In 1966, through a friend from the Sea Cadets, Coughlan met up with Hugh Hopper, the bass guitarist of the Canterbury psychedelic rock band the Wilde Flowers. Coughlan began attending their rehearsals and paid particular attention to Robert Wyatt, the band's drummer. In April 1966, when Wyatt became the lead vocalist, Coughlan joined the group on drums. Later Wyatt left to form Soft Machine, but Coughlan remained with the Wilde Flowers for another year. When Soft Machine acquired their first record deal, the Wilde Flowers decided they needed one too, and reconstituted themselves as Caravan. Coughlan had trained to be a dental technician, but with the formation of Caravan, he chose to be a professional musician instead.

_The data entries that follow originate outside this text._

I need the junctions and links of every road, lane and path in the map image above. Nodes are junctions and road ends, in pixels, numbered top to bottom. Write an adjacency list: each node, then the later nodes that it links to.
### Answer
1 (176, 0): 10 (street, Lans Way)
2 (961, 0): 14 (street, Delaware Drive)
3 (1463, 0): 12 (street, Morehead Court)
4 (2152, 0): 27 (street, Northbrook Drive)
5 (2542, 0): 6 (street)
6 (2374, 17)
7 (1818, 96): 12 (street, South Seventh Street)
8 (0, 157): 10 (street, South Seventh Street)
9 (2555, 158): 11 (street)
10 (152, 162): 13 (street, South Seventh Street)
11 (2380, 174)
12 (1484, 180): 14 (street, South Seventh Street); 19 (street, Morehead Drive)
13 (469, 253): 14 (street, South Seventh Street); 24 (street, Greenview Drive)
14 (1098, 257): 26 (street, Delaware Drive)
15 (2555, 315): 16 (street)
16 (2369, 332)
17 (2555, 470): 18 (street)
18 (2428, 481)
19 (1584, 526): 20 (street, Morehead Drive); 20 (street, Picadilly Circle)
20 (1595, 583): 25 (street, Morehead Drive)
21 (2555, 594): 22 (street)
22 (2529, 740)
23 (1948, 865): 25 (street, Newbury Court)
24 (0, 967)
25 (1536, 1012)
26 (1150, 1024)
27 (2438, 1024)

Caravan's brand of art rock emphasised Coughlan's drumming, which enabled him to contribute to some of the band's compositions, including the 19/8 time signature on the "A Hunting We Shall Go/L'Auberge du Sanglier" song suite for For Girls Who Grow Plump in the Night. The group was active from 1968 to the early 1980s, during which time they recorded ten albums and toured Europe and North America. After punk rock came to the fore, they decided to call it quits, and Coughlan started a second career in the pub business.

In 1990 Caravan reunited again and played at the Canterbury Festival in June, followed by a one-off televised concert for ITV Central's new music series "Bedrock" at the Central TV studios in Nottingham. The success of their performances and the sales of a subsequent live album prompted the band to reform, although this time on a part-time basis. Over the next decade, with Coughlan still at the helm, Caravan periodically assembled to record an album or perform at a festival. In between commitments with the band, Coughlan continued his work in the pub business and later went on to run The Sun Inn in Faversham In 2005 Coughlan was diagnosed with "a form of rheumatoid arthritis" and this put a halt to Caravan's live performances.

Caravan returned to live performances in 2010 with Mark Walker joining the band. Despite Walker's inclusion, Coughlan remained with Caravan until his death in December 2013.

==Death==
Coughlan died of pneumonia on 1 December 2013 at the Queen Victoria Memorial Hospital in Herne Bay. He was survived by his wife, Sue, and a daughter. Pye Hastings said: "Richard was a fine musician and will forever be remembered, not least by us, but by the fans all around the world."